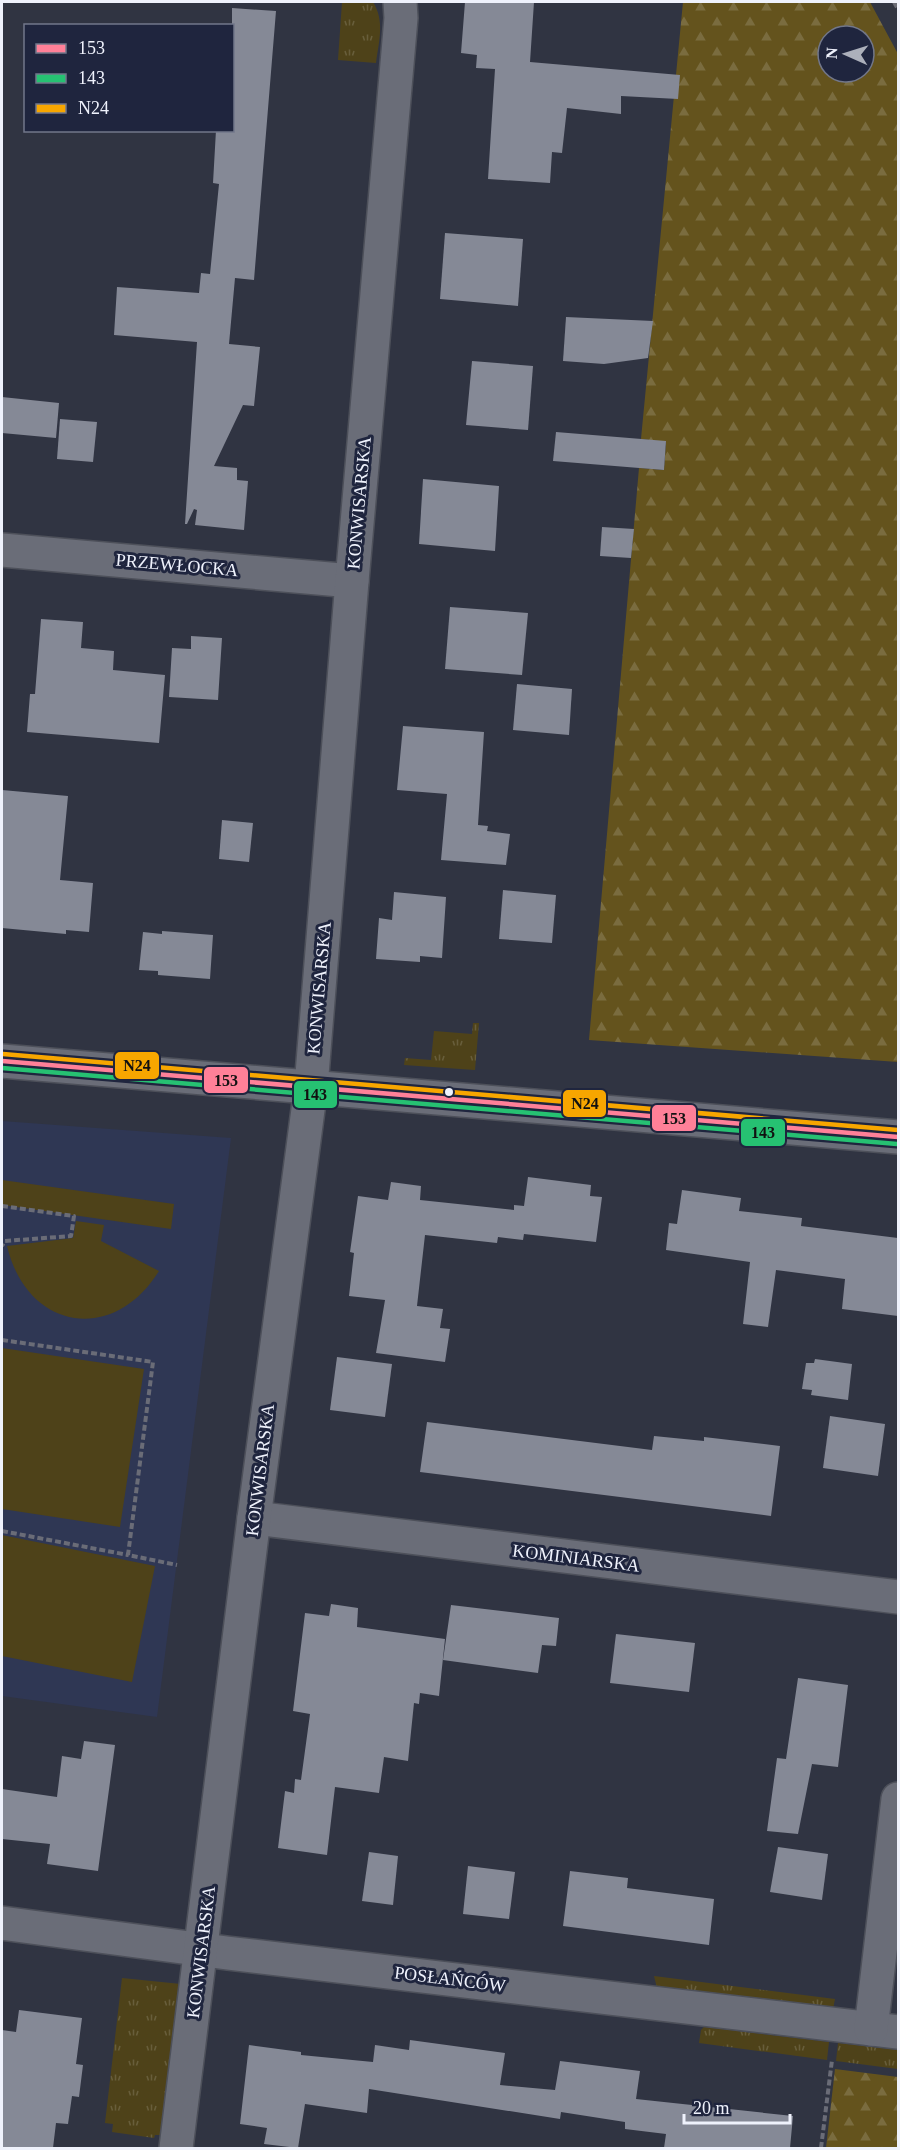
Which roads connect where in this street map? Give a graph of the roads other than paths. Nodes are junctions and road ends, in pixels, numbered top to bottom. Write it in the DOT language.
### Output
graph roads {
  1 [pos="400,2"];
  2 [pos="2,549"];
  3 [pos="352,581"];
  4 [pos="2,1061"];
  5 [pos="312,1087"];
  6 [pos="898,1137"];
  7 [pos="254,1518"];
  8 [pos="898,1597"];
  9 [pos="898,1799"];
  10 [pos="2,1923"];
  11 [pos="202,1950"];
  12 [pos="884,2031"];
  13 [pos="176,2148"];
  1 -- 3 [label="street, KONWISARSKA"];
  2 -- 3 [label="street, PRZEWŁOCKA"];
  3 -- 5 [label="street, KONWISARSKA"];
  4 -- 5 [label="street"];
  5 -- 6 [label="street"];
  5 -- 7 [label="street, KONWISARSKA"];
  7 -- 8 [label="street, KOMINIARSKA"];
  7 -- 11 [label="street, KONWISARSKA"];
  9 -- 12 [label="street"];
  10 -- 11 [label="street, POSŁAŃCÓW"];
  11 -- 12 [label="street, POSŁAŃCÓW"];
  11 -- 13 [label="street, KONWISARSKA"];
}
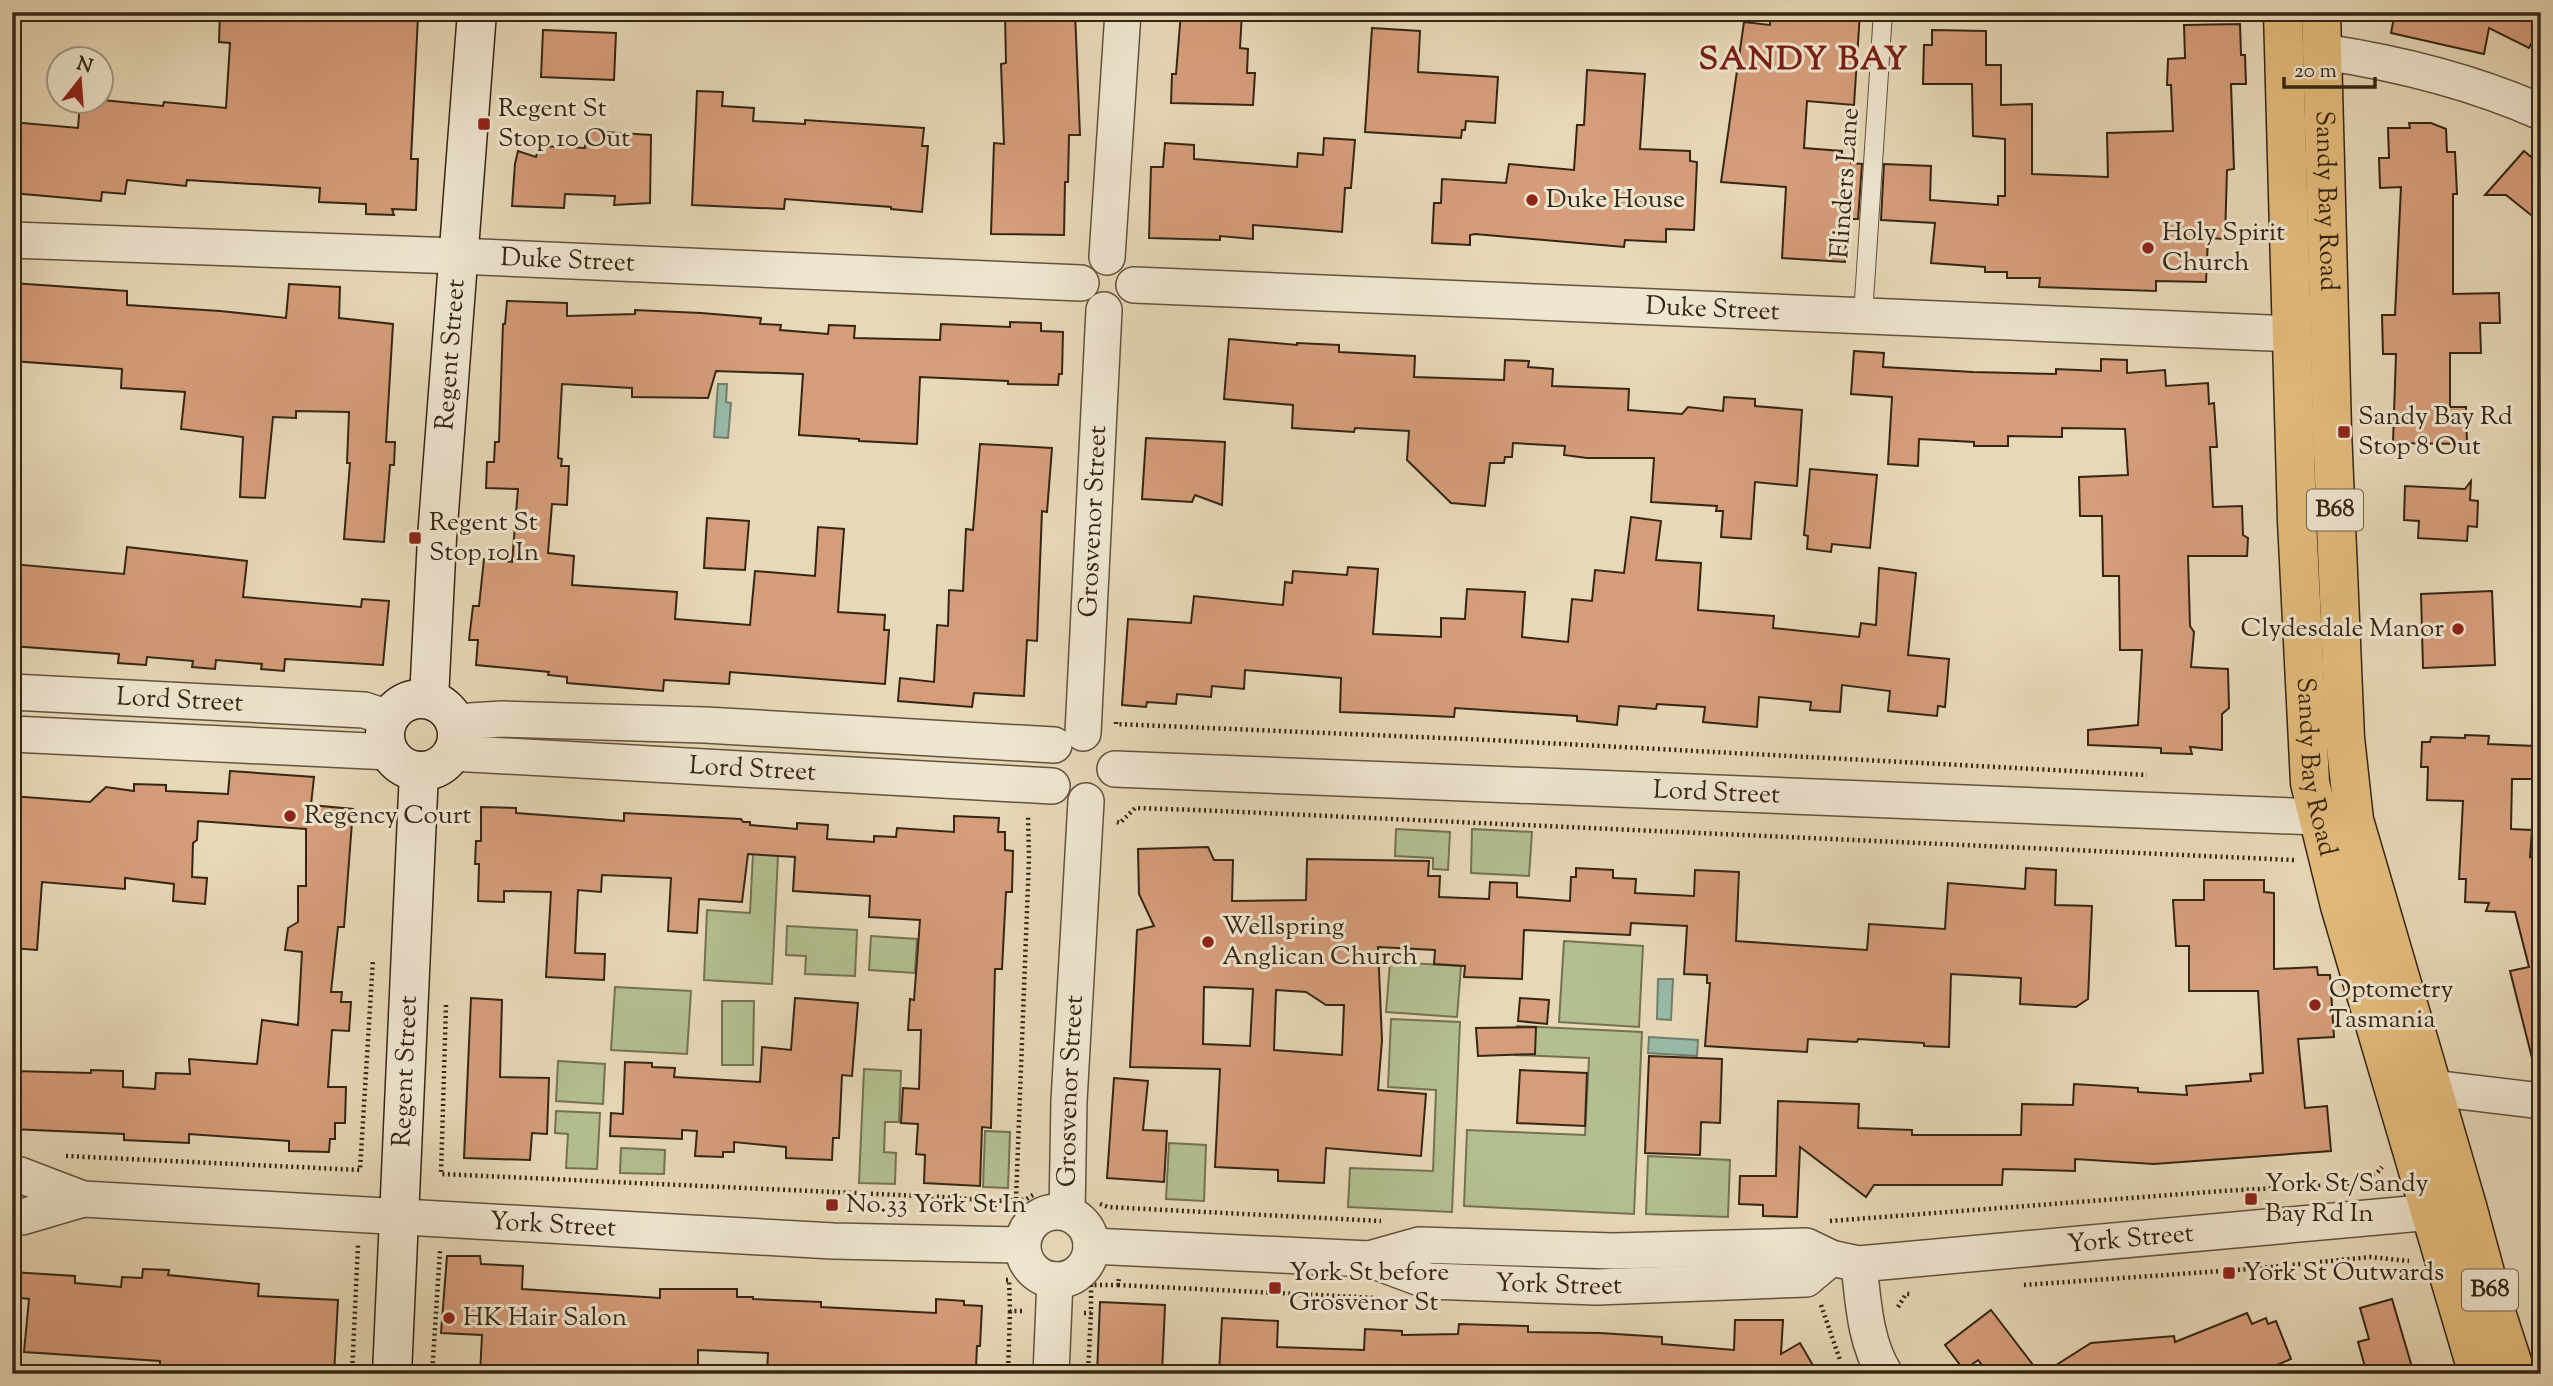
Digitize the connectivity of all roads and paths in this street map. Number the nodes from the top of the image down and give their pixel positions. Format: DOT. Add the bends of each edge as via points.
graph roads {
  1 [pos="477,12"];
  2 [pos="1123,12"];
  3 [pos="1883,12"];
  4 [pos="2283,12"];
  5 [pos="2322,12"];
  6 [pos="2285,52"];
  7 [pos="2323,52"];
  8 [pos="2541,112"];
  9 [pos="12,240"];
  10 [pos="457,256"];
  11 [pos="1107,257"];
  12 [pos="1081,283"];
  13 [pos="1134,285"];
  14 [pos="1104,310"];
  15 [pos="1863,315"];
  16 [pos="2292,334"];
  17 [pos="2330,336"];
  18 [pos="12,692"];
  19 [pos="212,701"];
  20 [pos="1117,714"];
  21 [pos="445,725"];
  22 [pos="705,725"];
  23 [pos="783,730"];
  24 [pos="12,734"];
  25 [pos="1069,739"];
  26 [pos="209,743"];
  27 [pos="399,747"];
  28 [pos="702,767"];
  29 [pos="1115,769"];
  30 [pos="781,771"];
  31 [pos="2152,775"];
  32 [pos="1052,786"];
  33 [pos="1086,801"];
  34 [pos="1028,811"];
  35 [pos="2316,817"];
  36 [pos="2354,820"];
  37 [pos="2433,1088"];
  38 [pos="2541,1101"];
  39 [pos="54,1156"];
  40 [pos="360,1170"];
  41 [pos="441,1174"];
  42 [pos="12,1175"];
  43 [pos="83,1199"];
  44 [pos="1016,1199"];
  45 [pos="995,1201"];
  46 [pos="2450,1209"];
  47 [pos="1068,1213"];
  48 [pos="401,1215"];
  49 [pos="12,1217"];
  50 [pos="358,1245"];
  51 [pos="1022,1245"];
  52 [pos="1091,1246"];
  53 [pos="438,1251"];
  54 [pos="1845,1261"];
  55 [pos="2410,1262"];
  56 [pos="1055,1280"];
  57 [pos="2016,1286"];
  58 [pos="1920,1293"];
  59 [pos="1906,1294"];
  60 [pos="1010,1311"];
  61 [pos="1825,1312"];
  62 [pos="1091,1313"];
  63 [pos="1842,1365"];
  64 [pos="352,1374"];
  65 [pos="392,1374"];
  66 [pos="432,1374"];
  67 [pos="1008,1374"];
  68 [pos="1051,1374"];
  69 [pos="1088,1374"];
  70 [pos="1885,1374"];
  71 [pos="2478,1374"];
  72 [pos="2516,1374"];
  1 -- 10 [label="street, Regent Street"];
  2 -- 11 [label="street"];
  3 -- 15 [label="lane, Flinders Lane"];
  4 -- 6 [label="main road, Sandy Bay Road / B68"];
  5 -- 7 [label="main road, Sandy Bay Road / B68"];
  6 -- 7 [label="main road"];
  6 -- 16 [label="main road, Sandy Bay Road / B68"];
  7 -- 8 [label="street" via="2503,95"];
  7 -- 17 [label="main road, Sandy Bay Road / B68"];
  9 -- 10 [label="street, Duke Street"];
  10 -- 12 [label="street, Duke Street"];
  10 -- 21 [label="street, Regent Street" via="438,524"];
  11 -- 12 [label="street" via="1092,263"];
  11 -- 13 [label="street" via="1129,268"];
  12 -- 14 [label="street" via="1085,297"];
  13 -- 14 [label="street" via="1121,306"];
  13 -- 15 [label="street, Duke Street"];
  14 -- 25 [label="street, Grosvenor Street"];
  15 -- 16 [label="street, Duke Street"];
  16 -- 17 [label="main road"];
  16 -- 35 [label="main road, Sandy Bay Road / B68" via="2305,726"];
  17 -- 36 [label="main road, Sandy Bay Road / B68" via="2344,738"];
  18 -- 19 [label="street, Lord Street"];
  19 -- 26 [label="street"];
  19 -- 27 [label="street, Lord Street" via="364,710"];
  20 -- 31 [label="path" via="1116,724"];
  21 -- 22 [label="street, Lord Street" via="502,719"];
  21 -- 27 [label="street" via="438,767"];
  21 -- 27 [label="street" via="417,699 405,702 396,709"];
  21 -- 28 [label="street, Lord Street"];
  22 -- 23 [label="street, Lord Street"];
  22 -- 28 [label="street"];
  23 -- 25 [label="street, Lord Street"];
  23 -- 30 [label="street"];
  24 -- 26 [label="street, Lord Street"];
  25 -- 29 [label="street" via="1093,735 1109,748"];
  25 -- 32 [label="street" via="1046,765"];
  26 -- 27 [label="street, Lord Street"];
  27 -- 48 [label="street, Regent Street"];
  28 -- 30 [label="street, Lord Street"];
  29 -- 33 [label="street" via="1103,793"];
  29 -- 35 [label="street, Lord Street"];
  30 -- 32 [label="street, Lord Street"];
  32 -- 33 [label="street" via="1067,799"];
  33 -- 47 [label="street, Grosvenor Street" via="1069,1101"];
  34 -- 44 [label="path"];
  35 -- 36 [label="main road"];
  35 -- 46 [label="main road, Sandy Bay Road / B68" via="2344,919"];
  36 -- 37 [label="main road, Sandy Bay Road / B68"];
  37 -- 38 [label="street"];
  37 -- 46 [label="main road, Sandy Bay Road / B68"];
  39 -- 40 [label="path"];
  41 -- 45 [label="path"];
  42 -- 43 [label="street, York Street"];
  43 -- 48 [label="street, York Street"];
  43 -- 49 [label="street, York Street"];
  46 -- 54 [label="street, York Street"];
  46 -- 71 [label="main road, Sandy Bay Road / B68"];
  46 -- 72 [label="main road, Sandy Bay Road / B68" via="2494,1306"];
  47 -- 51 [label="street" via="1037,1217"];
  47 -- 52 [label="street" via="1085,1225"];
  48 -- 51 [label="street, York Street" via="834,1241"];
  48 -- 65 [label="street, Regent Street"];
  50 -- 64 [label="path"];
  51 -- 56 [label="street" via="1028,1265"];
  52 -- 54 [label="street, York Street" via="1369,1259 1428,1281 1597,1287 1806,1279"];
  52 -- 56 [label="street" via="1085,1266 1066,1279"];
  53 -- 66 [label="path"];
  54 -- 70 [label="street" via="1877,1362"];
  55 -- 57 [label="path" via="2370,1257"];
  56 -- 68 [label="street"];
  58 -- 59 [label="path"];
  60 -- 67 [label="path"];
  61 -- 63 [label="path"];
  62 -- 69 [label="path"];
}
------------------------------
Exercise goal: Search the records for the word "Duke" and return every line that holds it.

Response to this exercise:
  9 -- 10 [label="street, Duke Street"];
  10 -- 12 [label="street, Duke Street"];
  13 -- 15 [label="street, Duke Street"];
  15 -- 16 [label="street, Duke Street"];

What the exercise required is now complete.